Clinton stated that “bullying is a real problem in our classrooms, on our playgrounds and online. And teachers have reported that this election has made it worse.” She is absolutely right. This election has perpetuated a polarized society that thrives on division - democrats against republicans, blacks against whites, women against men, parents against parents, natives against foreigners. The list goes on and on. Maybe people have always felt divided, but when did they decide they can say what they want, regardless of the impact it has on others? If we want to “make America great again,” vitriol has no place here.

I’m a woman. I’m a teacher. I am middle eastern. I connect with almost every subgroup that Trump has degraded at some point in his campaign. Yet I don’t hate him. I actually feel bad for him because he doesn’t realize the depth of his own prejudices. He might be a great person in many respects. He might not even be a bully, but he definitely acts like one sometimes. I guess we all do, and admitting it is a good start.

Let’s continue by having meaningful conversations about what bullying actually is and what we need to do to fix it.

With the right dialogue, we can develop a plan that will shift our thinking and change the way we tackle bullying. Hillary Clinton is setting the stage for that and designating the funding to back it up. We should use these funds to create a new vision. To reflect. To heal. To find kindness again.

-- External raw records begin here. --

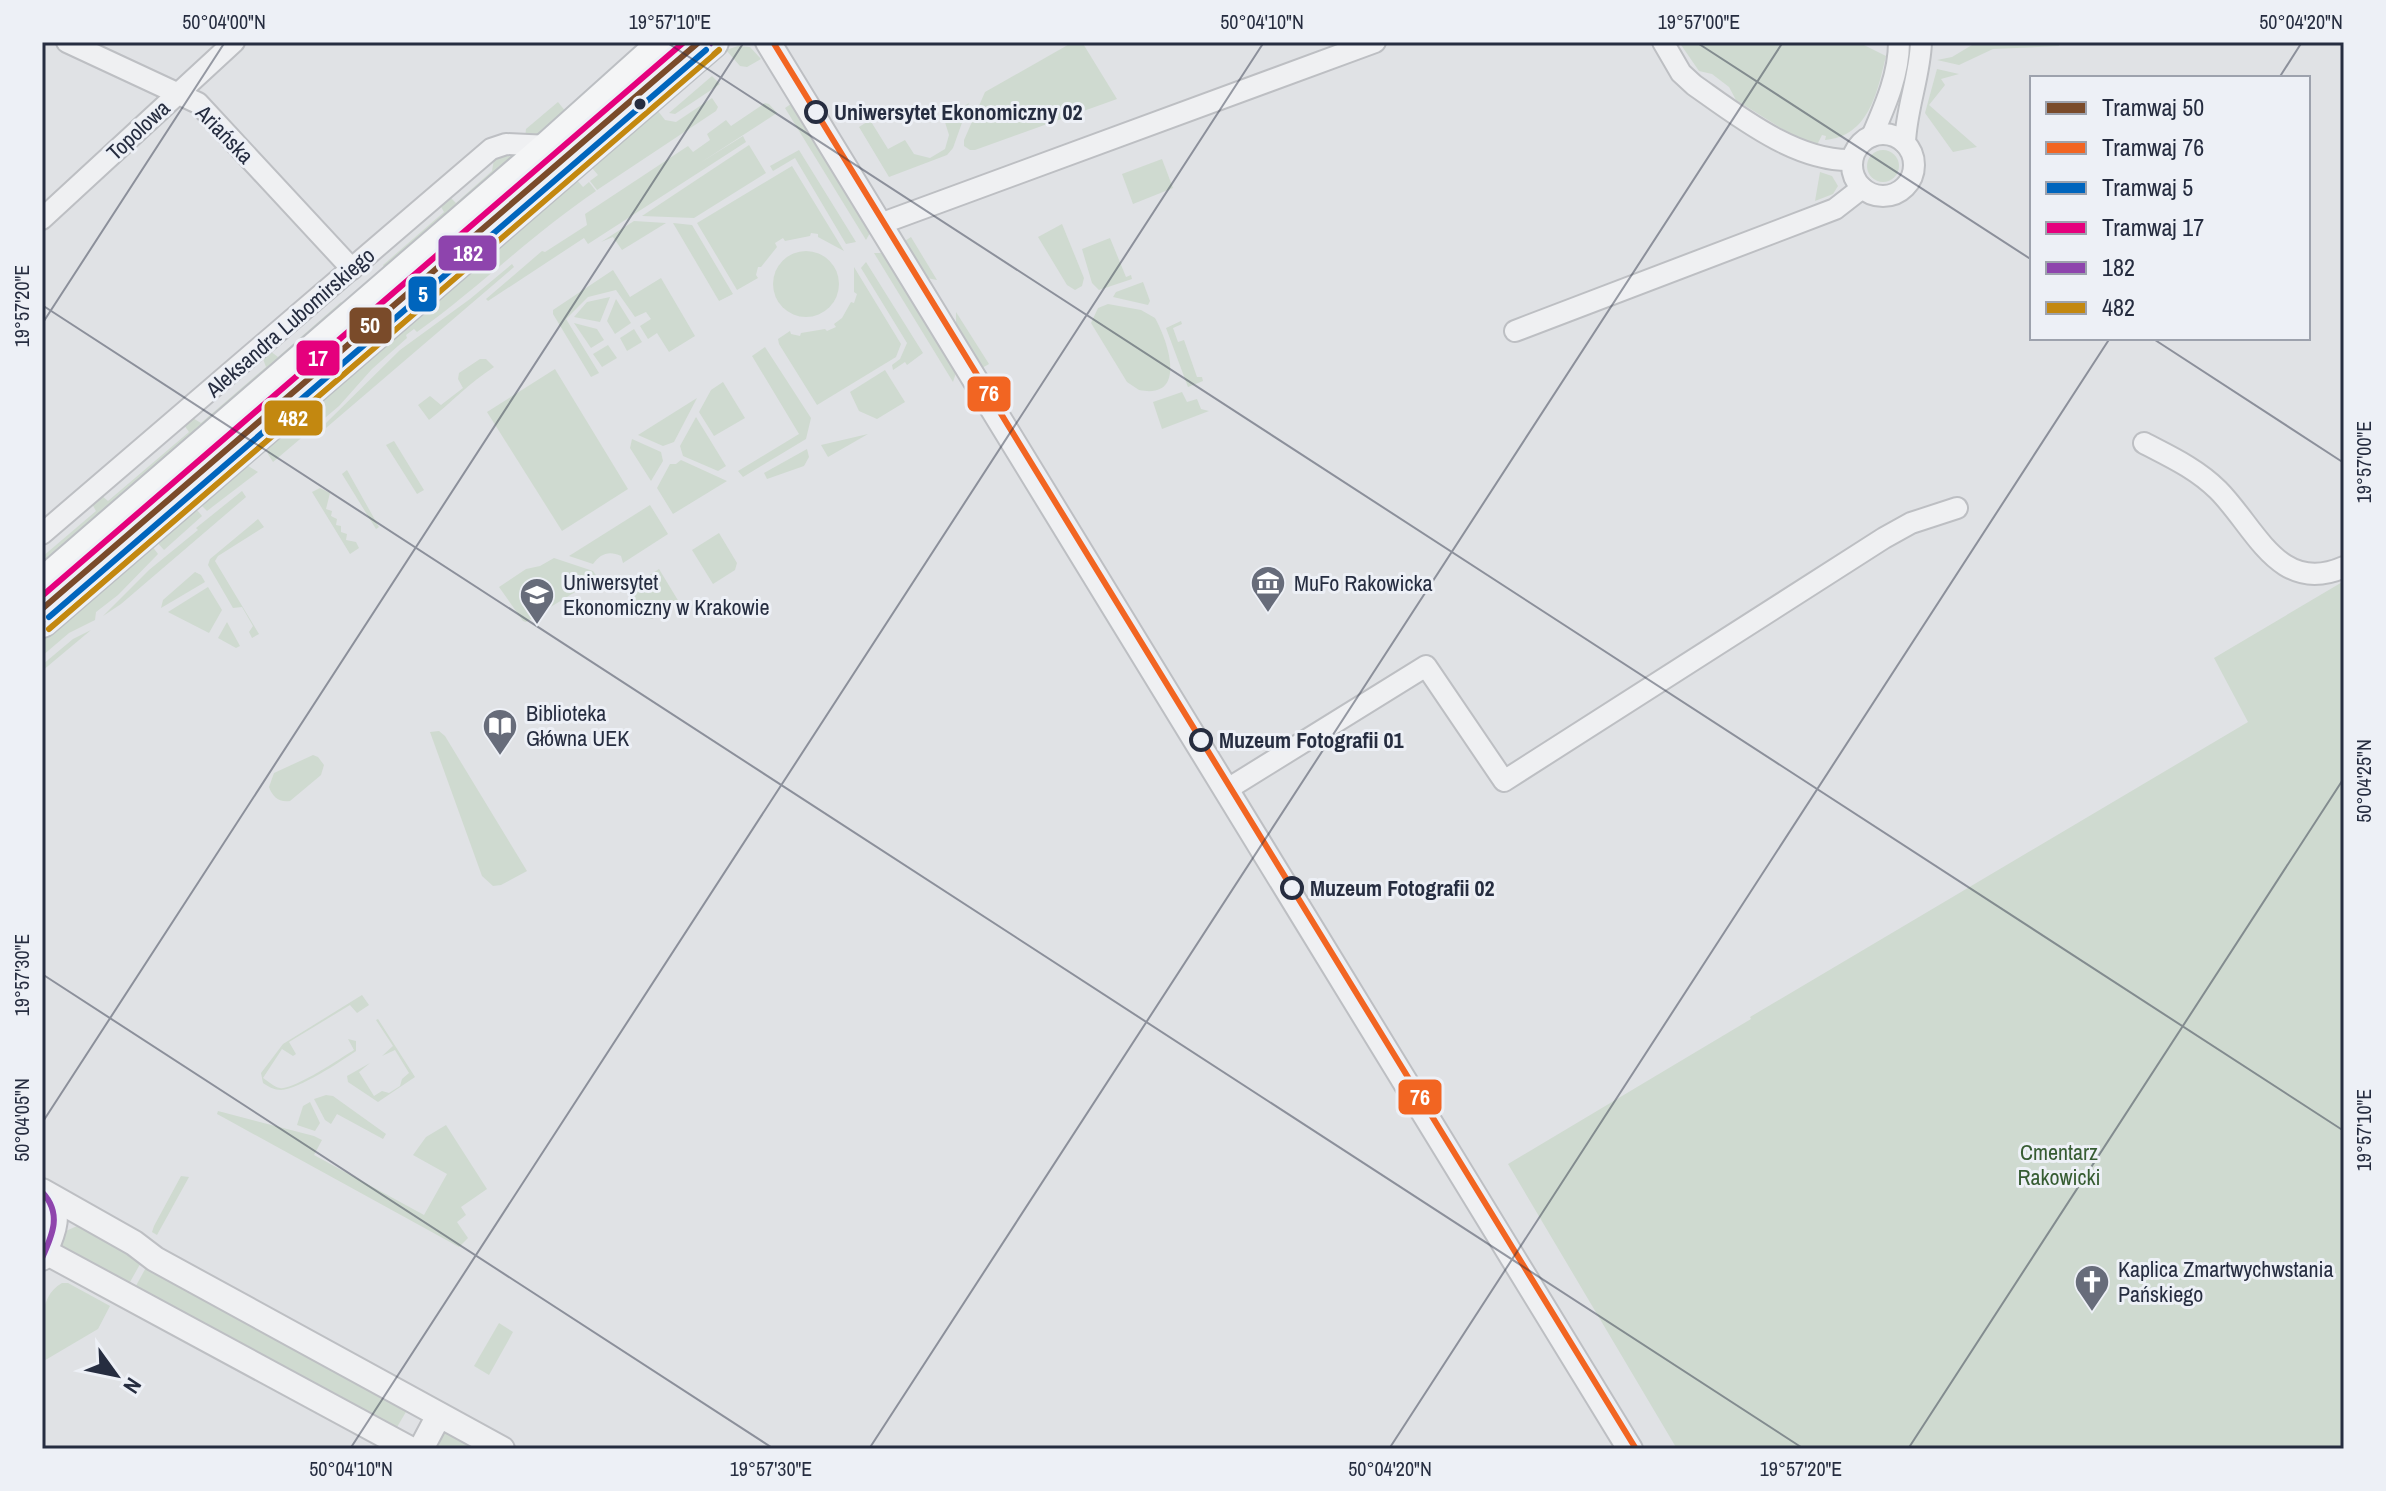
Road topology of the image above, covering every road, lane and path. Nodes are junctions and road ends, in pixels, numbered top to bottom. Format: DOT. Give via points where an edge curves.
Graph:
graph roads {
  1 [pos="67,42"];
  2 [pos="234,42"];
  3 [pos="666,42"];
  4 [pos="712,42"];
  5 [pos="768,42"];
  6 [pos="1375,42"];
  7 [pos="1663,42"];
  8 [pos="1899,42"];
  9 [pos="1921,42"];
  10 [pos="177,95"];
  11 [pos="1872,136"];
  12 [pos="1905,143"];
  13 [pos="550,146"];
  14 [pos="1852,160"];
  15 [pos="1862,188"];
  16 [pos="42,219"];
  17 [pos="880,224"];
  18 [pos="352,269"];
  19 [pos="1515,331"];
  20 [pos="2144,443"];
  21 [pos="1957,508"];
  22 [pos="42,534"];
  23 [pos="2344,567"];
  24 [pos="42,585"];
  25 [pos="42,621"];
  26 [pos="1226,790"];
  27 [pos="42,1192"];
  28 [pos="43,1253"];
  29 [pos="439,1415"];
  30 [pos="410,1449"];
  31 [pos="421,1449"];
  32 [pos="502,1449"];
  33 [pos="1630,1449"];
  1 -- 10 [label="street, Ariańska"];
  2 -- 10 [label="street, Topolowa"];
  3 -- 13 [label="main road, Aleksandra Lubomirskiego"];
  4 -- 25 [label="main road"];
  5 -- 17 [label="street"];
  6 -- 17 [label="street"];
  7 -- 14 [label="street" via="1694,85 1790,146 1820,158"];
  8 -- 11 [label="street" via="1888,98"];
  9 -- 12 [label="street"];
  10 -- 16 [label="street, Topolowa"];
  10 -- 18 [label="street, Ariańska" via="198,103"];
  11 -- 12 [label="street" via="1889,135"];
  11 -- 14 [label="street" via="1859,145"];
  12 -- 15 [label="street" via="1914,165 1905,187 1883,196"];
  13 -- 18 [label="street, Aleksandra Lubomirskiego" via="506,144 491,149"];
  13 -- 24 [label="main road, Aleksandra Lubomirskiego"];
  14 -- 15 [label="street" via="1853,175"];
  15 -- 19 [label="street" via="1835,209"];
  17 -- 26 [label="street"];
  18 -- 22 [label="street, Aleksandra Lubomirskiego"];
  20 -- 23 [label="street" via="2205,478 2285,566 2310,575"];
  21 -- 26 [label="street" via="1884,538 1504,781 1426,666"];
  26 -- 33 [label="street"];
  27 -- 28 [label="street" via="55,1210"];
  27 -- 29 [label="street"];
  28 -- 30 [label="street"];
  29 -- 31 [label="street"];
  29 -- 32 [label="street"];
}
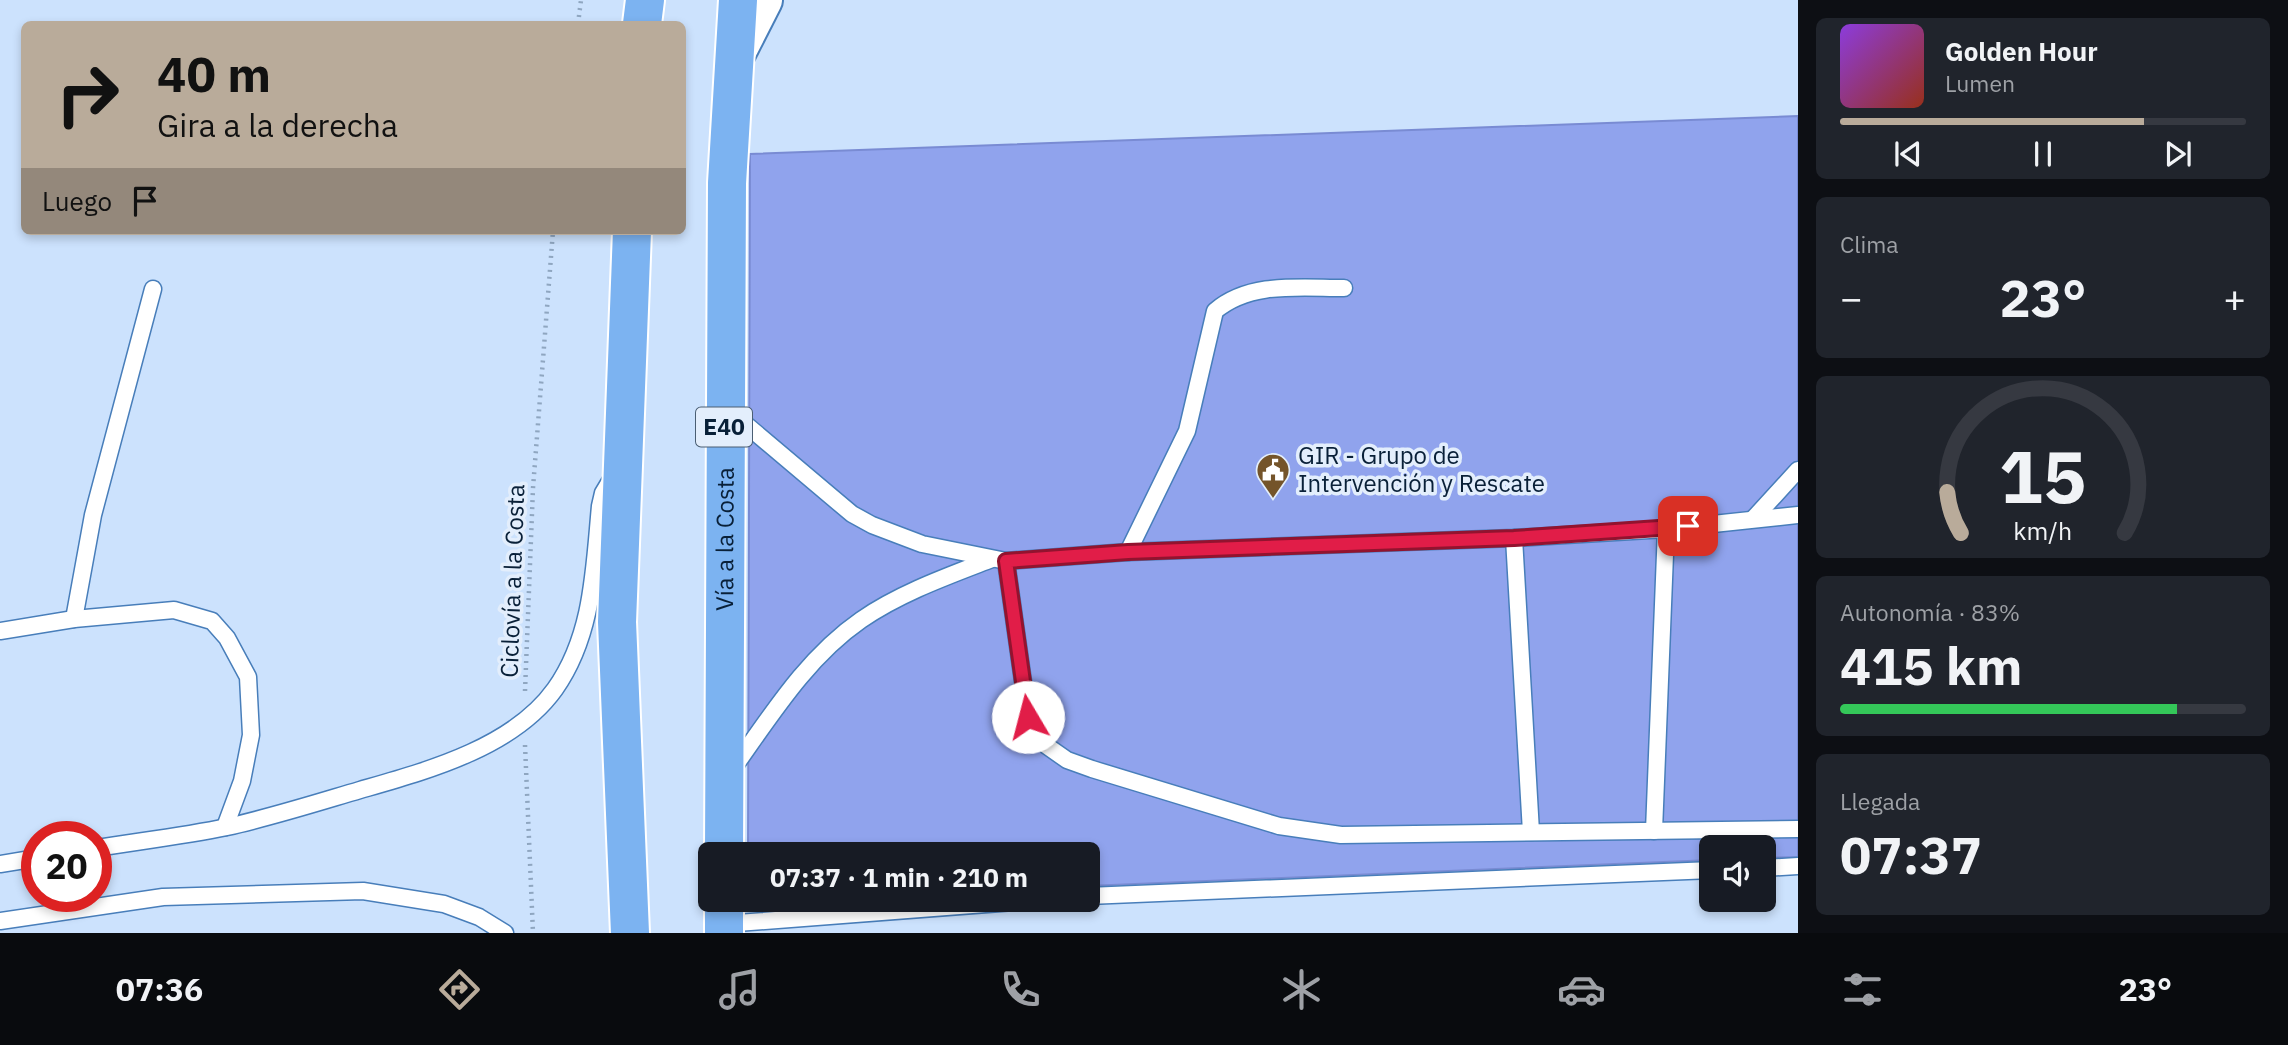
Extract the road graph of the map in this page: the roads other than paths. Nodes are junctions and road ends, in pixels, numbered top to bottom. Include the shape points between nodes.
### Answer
1 (645, 0) edge
2 (737, 0) edge
3 (763, 0) edge
4 (642, 21) edge
5 (735, 55) junction
6 (632, 235) edge
7 (1345, 288) dead end
8 (153, 289) dead end
9 (724, 406) junction
10 (623, 462) junction
11 (1798, 470) edge
12 (1798, 516) edge
13 (1754, 518) junction
14 (1666, 529) junction
15 (1514, 538) junction
16 (1128, 552) junction
17 (999, 560) junction
18 (74, 620) junction
19 (0, 631) edge
20 (724, 783) junction
21 (225, 827) junction
22 (1798, 829) edge
23 (1654, 831) junction
24 (1531, 832) junction
25 (724, 842) edge
26 (112, 845) edge
27 (21, 861) edge
28 (0, 864) edge
29 (1798, 866) edge
30 (1776, 867) edge
31 (1699, 871) edge
32 (1100, 896) edge
33 (840, 912) edge
34 (724, 919) edge
35 (0, 921) edge
36 (505, 933) edge
37 (630, 933) edge

1 - 4 highway
2 - 5 highway, Vía a la Costa / E40
3 - 5 street, Vía a la Costa
5 - 9 highway, Vía a la Costa / E40 via 727,183
6 - 10 highway
7 - 16 lane via 1267,288 1229,299 1215,311 1188,431
8 - 18 lane via 93,515
9 - 17 lane via 872,526 922,544
9 - 20 highway, Vía a la Costa / E40
10 - 21 lane via 603,493 592,597 576,652 553,692 524,723 432,769
10 - 37 highway via 617,622
11 - 13 lane
12 - 13 lane
13 - 14 lane
14 - 15 lane
14 - 23 lane
15 - 16 lane
15 - 24 lane
16 - 17 lane
17 - 20 lane via 926,585 862,619 837,638 781,701
17 - 24 lane via 1028,717 1047,746 1067,760 1279,826 1341,835
18 - 19 lane
18 - 21 lane via 174,610 212,621 227,638 248,677 251,735 242,781
20 - 25 highway, Vía a la Costa / E40
21 - 26 lane
22 - 23 lane
23 - 24 lane
27 - 28 lane
29 - 30 lane
31 - 32 lane
33 - 34 lane
35 - 36 lane via 163,897 349,891 444,904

To feel empathy again. Most importantly, let’s use them to change the way we treat bullying, because just like a contagious disease, we need to commit to finding a cure.

Melody Arabo has been a third grade teacher at Keith Elementary in the Walled Lake Consolidated School District since 2002. She has a Bachelor's Degree in Elementary Education and a Master's Degree in Teaching and Curriculum, both from Michigan State University. She has been married for over 14 years and has three children - a ten year old daughter and six year old twin boys. Melody was honored to serve as the 2015 Michigan Teacher of the Year and is currently a Teaching Ambassador Fellow with the U.S. Department of Education. Through the Michigan Educator Voice Fellowship, she plans to highlight all of the outstanding advancements of the public school system and celebrate the hard work and unmatched dedication of public school teachers.